Pour un conservatoire du plaisir musical
Automne/Hiver 2000

Quand nous avons inauguré ce lieu, nous savions qu'il était utile, sans soupçonner à quel point il deviendrait nécessaire. Le blues a cette qualité qui est aussi son défaut : nous l'aimons tant qu'il nous semble éternel, comme le gospel qui est en même temps son père et son frère jumeau. Ces musiques - nées à la même époque que celle de Mozart - à la fin du XVIIIe siècle - sont pourtant infiniment plus fragiles.

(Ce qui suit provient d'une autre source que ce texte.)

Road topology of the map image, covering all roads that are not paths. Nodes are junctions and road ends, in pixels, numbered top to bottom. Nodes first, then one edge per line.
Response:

Ce sont des musiques de pauvres, et qui le resteront...
A d'autres les grasses subventions, la gabegie aristocratique des opéras, la manne républicaine qui dégouline sur les orchestres symphoniques, et même les indulgences bureaucratiques dont profite le jazz, à condition qu'il soit bien de chez nous.

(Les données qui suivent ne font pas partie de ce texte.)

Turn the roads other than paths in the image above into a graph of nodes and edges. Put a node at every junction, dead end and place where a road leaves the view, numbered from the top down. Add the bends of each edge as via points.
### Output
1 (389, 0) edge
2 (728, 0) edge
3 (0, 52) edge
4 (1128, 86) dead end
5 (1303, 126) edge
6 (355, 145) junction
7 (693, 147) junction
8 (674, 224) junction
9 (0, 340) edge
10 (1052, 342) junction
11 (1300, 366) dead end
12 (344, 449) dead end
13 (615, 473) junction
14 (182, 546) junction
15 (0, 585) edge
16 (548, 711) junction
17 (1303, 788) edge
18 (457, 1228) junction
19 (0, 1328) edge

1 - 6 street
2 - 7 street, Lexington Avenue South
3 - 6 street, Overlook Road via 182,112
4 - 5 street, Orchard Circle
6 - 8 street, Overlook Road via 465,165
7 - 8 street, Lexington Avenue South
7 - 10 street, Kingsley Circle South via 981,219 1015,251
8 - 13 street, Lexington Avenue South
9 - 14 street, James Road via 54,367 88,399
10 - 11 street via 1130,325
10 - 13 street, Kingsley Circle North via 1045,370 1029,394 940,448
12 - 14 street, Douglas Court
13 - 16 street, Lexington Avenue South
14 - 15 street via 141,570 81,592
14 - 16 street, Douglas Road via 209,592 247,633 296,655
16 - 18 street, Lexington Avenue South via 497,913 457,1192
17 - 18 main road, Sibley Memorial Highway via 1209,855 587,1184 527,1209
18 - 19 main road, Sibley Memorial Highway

A nous le sort enviable mais compliqué d'être les serviteurs honnêtes et passionnés de "ces musiques de nègres" difficiles à métisser, à naturaliser, qui n'existeraient plus en France sans quelques bars d'hôtels et restaurants vulgaires comme le nôtre, où la musique coule à flot avec le vin de Bordeaux (qui lui, est à 40% subventionné)...
La France a oublié que le blues et le gospel sont nés en Louisiane, province française vendue en 1803 aux Etats-Unis par Napoléon pour 80 millions de francs. C'est donc à l'origine un héritage culturel français, bradé par ce régime dictatorial qui a rétabli l'esclavage.
Si l'on ajoute nos liens historiques avec l'Afrique occidentale et centrale, dont sont issus sans exception tous les créateurs du blues et du gospel, la République Française devrait avoir au moins la décence de reconnaître ces musiques comme une part de son patrimoine national, et les subventionner comme telles.
Car il n'y a aucune raison légitime de consacrer une plus large part du budget national à l'opéra (invention italienne) ou à la musique symphonique (invention allemande) qu'à ces autres musiques encore plus universelles nées en territoire français.
Au moment où l'on accepte de reconnaître la diversité culturelle, ethnique et religieuse de la citoyenneté française, le premier geste devrait être de considérer le blues et le gospel comme une part essentielle de notre patrimoine...
C'est d'autant plus évident quand on sait que toutes les musiques qu'écoutent les jeunes français en sont issues (rock, funk, reggae, ragga, rap, house, techno, etc.)
Alors qu'on cesse de nous taxer, et qu'au contraire on nous aide à jouer notre rôle, qui est d'aider à la survie du plaisir musical, loin de l'académisme comme du show business !
Le Maxwell Café devrait être reconnu d'utilité publique, et bénéficier au moins des largesses que la France a consenti à Eurodisney !!!